Хотя это и означало плыть против течения научной мысли того времени, я стремился применить в изучении биологии поведения и работы памяти более радикальный, редукционистский подход. Я был убежден, что биологические основы обучения для начала нужно исследовать на уровне отдельных клеток, а кроме того, что такой подход имеет наибольшие шансы на успех, если использовать его, сосредоточившись на простейших формах поведения какого-нибудь простого животного. Много лет спустя Сидней Бреннер, первопроходец в области молекулярной генетики, благодаря которому биологи стали работать с червем Caenorhabditis elegans, писал: «Вот что нужно делать: найти наилучшую систему для экспериментального решения проблемы, и, если эта проблема достаточно общего свойства, там и найдется решение. Выбор объекта для экспериментов остается одной из важнейших практических задач в биологии и, я думаю, одним из прекрасных способов сделать в ней что-то новое. <…> Разнообразие живой природы столь велико, а все организмы как-то связаны между собой так давайте найдем наилучший из них».
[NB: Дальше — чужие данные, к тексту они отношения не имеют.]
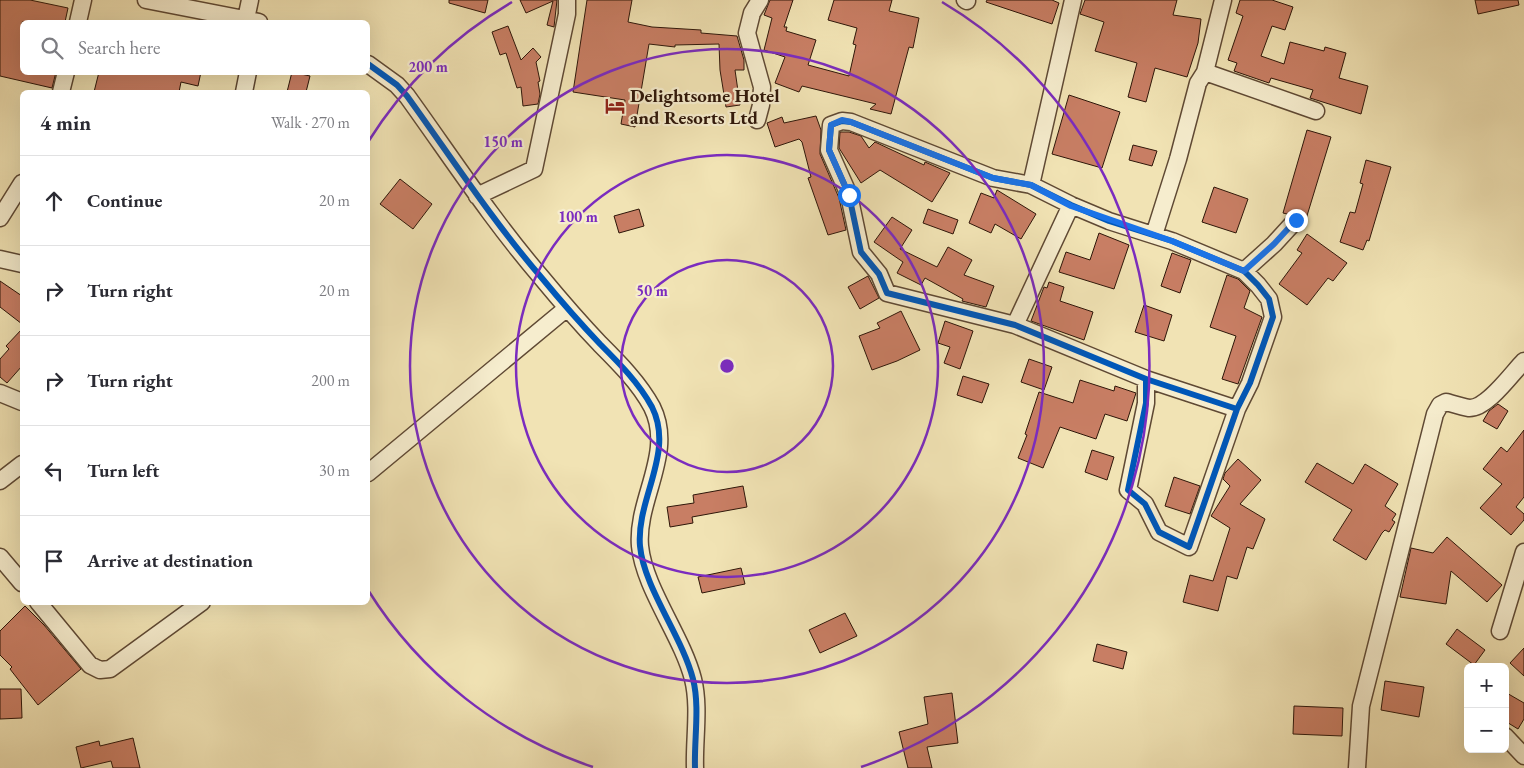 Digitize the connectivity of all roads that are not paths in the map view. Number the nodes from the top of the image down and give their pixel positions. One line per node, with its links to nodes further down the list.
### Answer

Однако в пятидесятых-шестидесятых годах большинство биологов разделяло нежелание Олдена применять строго редукционистскую стратегию для исследования поведения потому что они считали, что полученные результаты не будут иметь никакого отношения к поведению человека. У людей есть психические способности, которые не встречаются у более простых животных, и биологи полагали, что нервная система человека должна быть функционально устроена иначе, нежели нервная система простых животных. Хотя в этом представлении и есть рациональное зерно, я считал, что оно пренебрегает тем фактом (убедительно продемонстрированным в работах этологов, таких как Конрад Лоренц, Нико Тинберген и Карл фон Фриш), что отдельные элементарные формы обучения свойственны всем животным. Мне казалось вероятным, что в ходе эволюции люди сохранили некоторые из клеточных механизмов обучения и работы памяти, которые встречаются у более простых животных.
Неудивительно, что от использования этой исследовательской стратегии меня отговаривали несколько ведущих нейробиологов, в том числе Экклс. Его возражения отчасти отражали существовавшую в нейробиологии того времени иерархию приемлемых исследовательских задач. Хотя некоторые ученые и занимались поведением беспозвоночных, их работу не считали чем-то важным (более того, во многом игнорировали) большинство ученых, работавших с мозгом млекопитающих. Еще более серьезным возражением для меня было скептическое отношение компетентных психологов и психоаналитиков к возможности узнать что-то интересное о психических явлениях высшего порядка, таких как обучение и память, сосредоточившись на отдельных нервных клетках, тем более на клетках беспозвоночного. И все же я принял решение. Единственный оставшийся без ответа вопрос состоял в том, какое беспозвоночное лучше всего подходит для исследования обучения и памяти на клеточном уровне.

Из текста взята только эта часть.